You took out an FHA Loan when you bought your home, but now you’re in a better place financially.
When you decided to become a homeowner, you had a lot of energy but didn’t have a lot to put down, so you took advantage of an FHA loan that only required 3.5% down. Now, a few years down the road, your finances—and your credit—have changed for the better. You’re ready to make some changes, and stop paying for mortgage insurance. If you have 20% equity in your home, it may be time to refinance to a conventional loan. In this scenario, a conventional loan will allow you to drop your mortgage insurance payments, and you’ll save a greater amount of money over fifteen to thirty years.
A big (expensive) life event is looming, and you’re going to need some extra cash sooner than you realized.

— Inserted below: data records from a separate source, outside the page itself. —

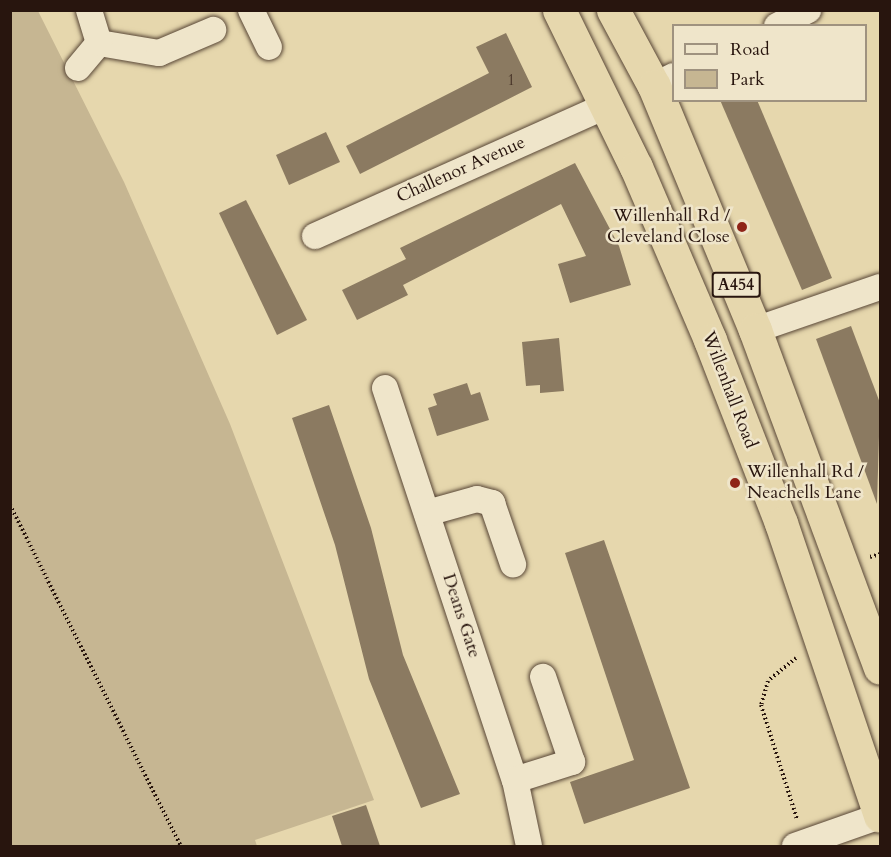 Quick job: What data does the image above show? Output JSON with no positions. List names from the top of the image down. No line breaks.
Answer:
{"streets":{"highway":["A454","Willenhall Road"],"street":["Challenor Avenue","Deans Gate"]},"crossings":[["Challenor Avenue","Willenhall Road"]],"places":["Willenhall Rd / Cleveland Close","Willenhall Rd / Neachells Lane"],"house_numbers":["1"],"legend":["Road","Park"]} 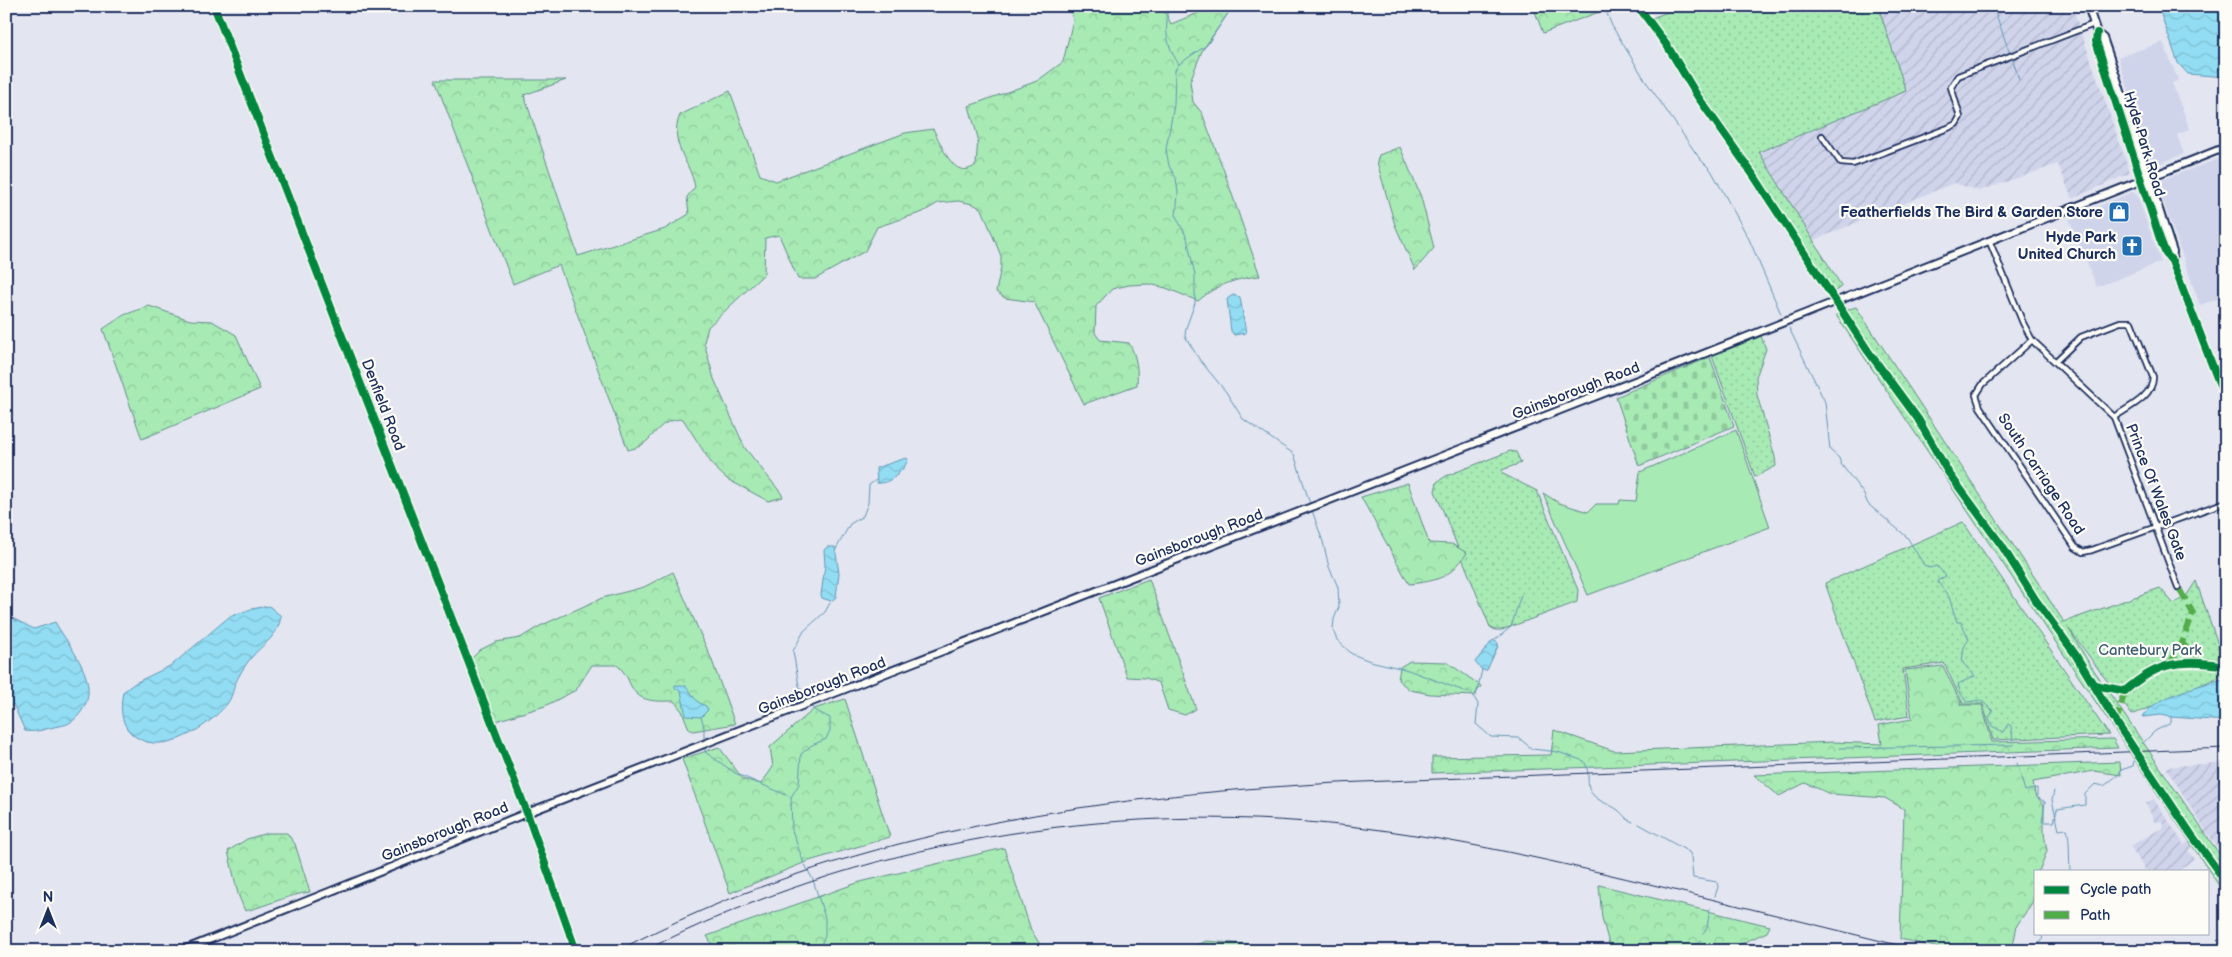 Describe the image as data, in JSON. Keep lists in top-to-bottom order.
{
  "streets": {
    "main road": ["Hyde Park Road", "Gainsborough Road", "Denfield Road"],
    "street": ["South Carriage Road", "Prince Of Wales Gate"]
  },
  "crossings": [
    ["Hyde Park Road", "Gainsborough Road"],
    ["Gainsborough Road", "Denfield Road"],
    ["Gainsborough Road", "Prince Of Wales Gate"],
    ["South Carriage Road", "Prince Of Wales Gate"]
  ],
  "parks": ["Cantebury Park"],
  "places": {
    "shop": ["Featherfields The Bird & Garden Store"],
    "church": ["Hyde Park United Church"]
  },
  "legend": ["Cycle path", "Path"],
  "north": "top"
} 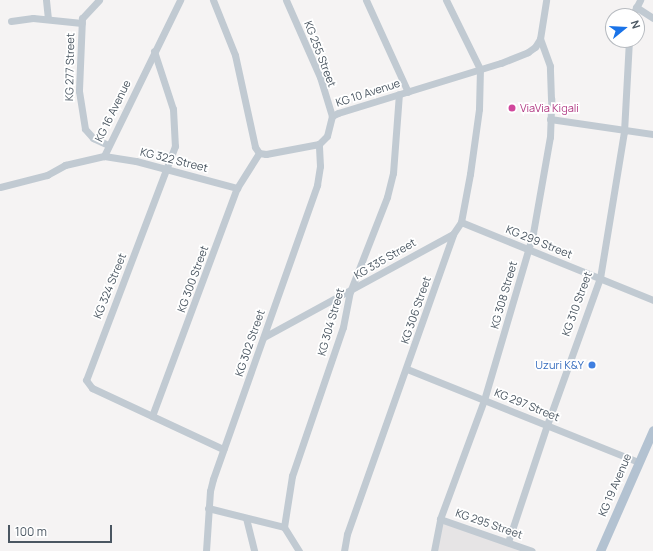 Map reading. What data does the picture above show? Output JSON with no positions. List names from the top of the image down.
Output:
{
  "streets": {
    "main road": ["KG 19 Avenue"],
    "street": [
      "KG 255 Street",
      "KG 277 Street",
      "KG 10 Avenue",
      "KG 16 Avenue",
      "KG 322 Street",
      "KG 299 Street",
      "KG 335 Street",
      "KG 300 Street",
      "KG 324 Street",
      "KG 308 Street",
      "KG 310 Street",
      "KG 306 Street",
      "KG 304 Street",
      "KG 302 Street",
      "KG 297 Street",
      "KG 295 Street"
    ]
  },
  "crossings": [
    ["KG 255 Street", "KG 10 Avenue"],
    ["KG 277 Street", "KG 16 Avenue"],
    ["KG 10 Avenue", "KG 308 Street"],
    ["KG 10 Avenue", "KG 306 Street"],
    ["KG 10 Avenue", "KG 304 Street"],
    ["KG 10 Avenue", "KG 302 Street"],
    ["KG 16 Avenue", "KG 322 Street"],
    ["KG 16 Avenue", "KG 324 Street"],
    ["KG 322 Street", "KG 300 Street"],
    ["KG 322 Street", "KG 324 Street"],
    ["KG 299 Street", "KG 308 Street"],
    ["KG 299 Street", "KG 310 Street"],
    ["KG 299 Street", "KG 306 Street"],
    ["KG 335 Street", "KG 306 Street"],
    ["KG 335 Street", "KG 304 Street"],
    ["KG 335 Street", "KG 302 Street"],
    ["KG 300 Street", "KG 324 Street"],
    ["KG 324 Street", "KG 302 Street"],
    ["KG 308 Street", "KG 297 Street"],
    ["KG 308 Street", "KG 295 Street"],
    ["KG 310 Street", "KG 297 Street"],
    ["KG 310 Street", "KG 295 Street"],
    ["KG 306 Street", "KG 297 Street"],
    ["KG 297 Street", "KG 19 Avenue"]
  ],
  "places": ["ViaVia Kigali", "Uzuri K&Y"],
  "scale_bar": "100 m",
  "north": "right"
} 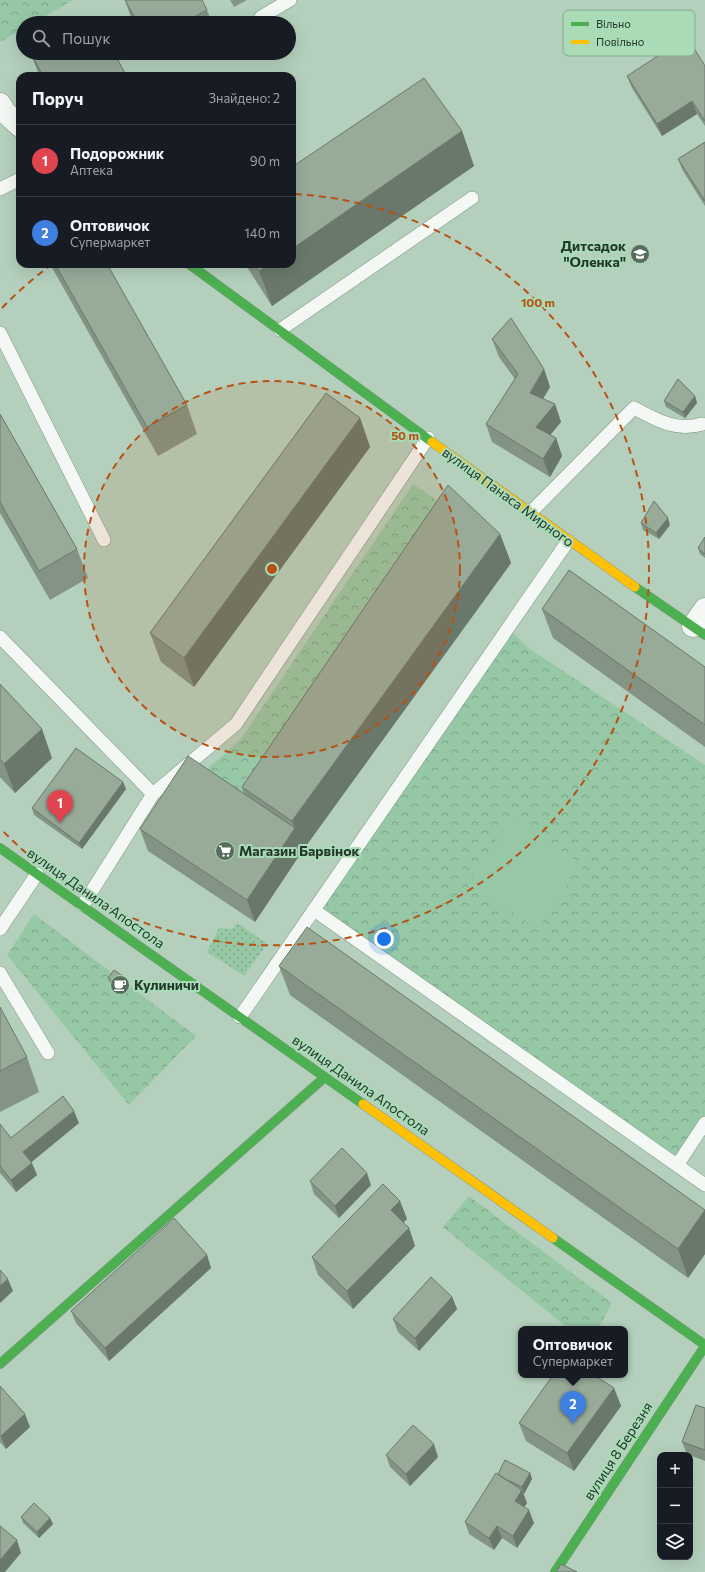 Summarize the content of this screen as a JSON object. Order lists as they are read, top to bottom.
{
  "streets": {
    "street": ["вулиця Панаса Мирного", "вулиця Данила Апостола", "вулиця 8 Березня"]
  },
  "crossings": [
    ["вулиця Данила Апостола", "вулиця 8 Березня"]
  ],
  "places": {
    "school or university": ["Дитсадок \"Оленка\""],
    "supermarket": ["Магазин Барвінок"],
    "cafe": ["Кулиничи"]
  },
  "legend": ["Вільно", "Повільно"],
  "page": {
    "search": "Пошук",
    "heading": ["Поруч", "Знайдено: 2"],
    "list": [
      {
        "mark": "1",
        "name": "Подорожник",
        "note": "Аптека",
        "value": "90 m"
      },
      {
        "mark": "2",
        "name": "Оптовичок",
        "note": "Супермаркет",
        "value": "140 m"
      }
    ],
    "pins": ["1", "2"],
    "popup": ["Оптовичок", "Супермаркет"],
    "map_buttons": ["+", "−"]
  },
  "rings": ["100 m", "50 m"]
} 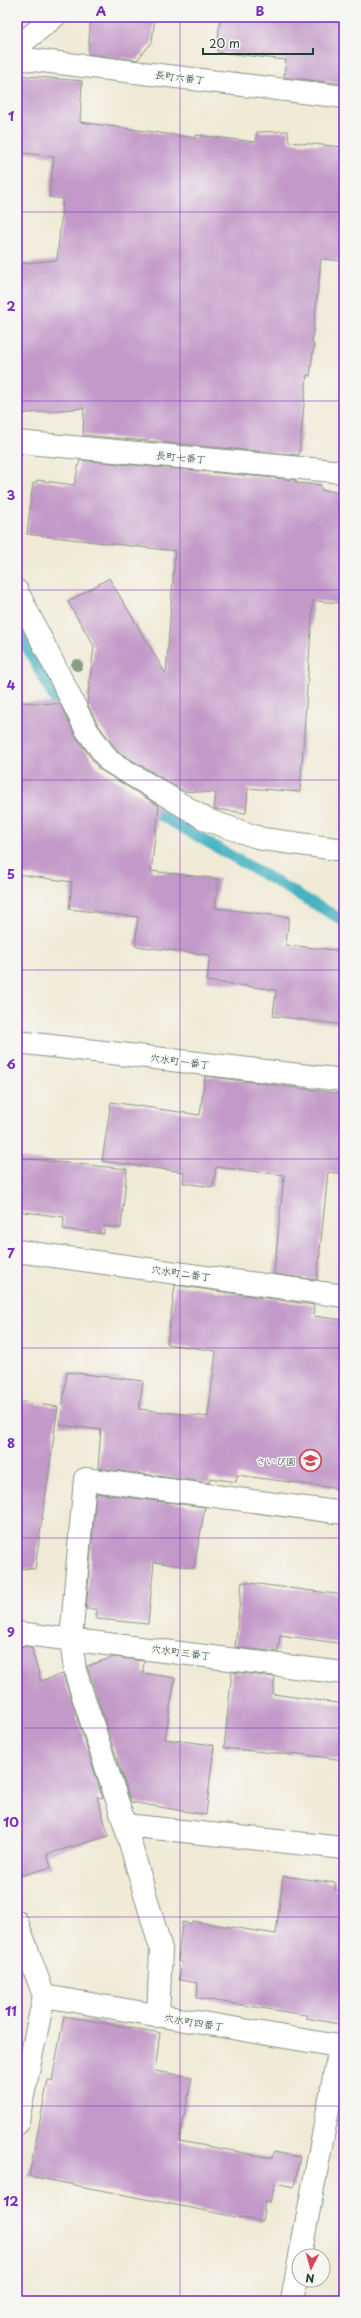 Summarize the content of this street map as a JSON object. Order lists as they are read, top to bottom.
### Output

Maybe you have a child headed to college, or one that’s getting married soon. Perhaps there’s a parent that needs financial help as they move into assisted living. Whatever the situation, a cash-out refinance or home equity line of credit (HELOC) can give you access to cash when you know you have long term financial responsibilities on the horizon. Both options allow you to leverage your home’s existing equity to cover costs when you haven’t saved the amount you think you’ll need over a certain period of time. Keep in mind that both will require taking on debt, so it’s vital to evaluate how your finances will be affected over time.
You’re finally ready to make your house your dream home.
The business you put blood, sweat and tears into is finally taking off. Your spouse got that life-changing promotion—way to go, partner!—and paid off those law school loans. The bottom line: You’re in a good spot and you want to pay off debt at a faster pace, and that includes paying off your home in less than 30 years.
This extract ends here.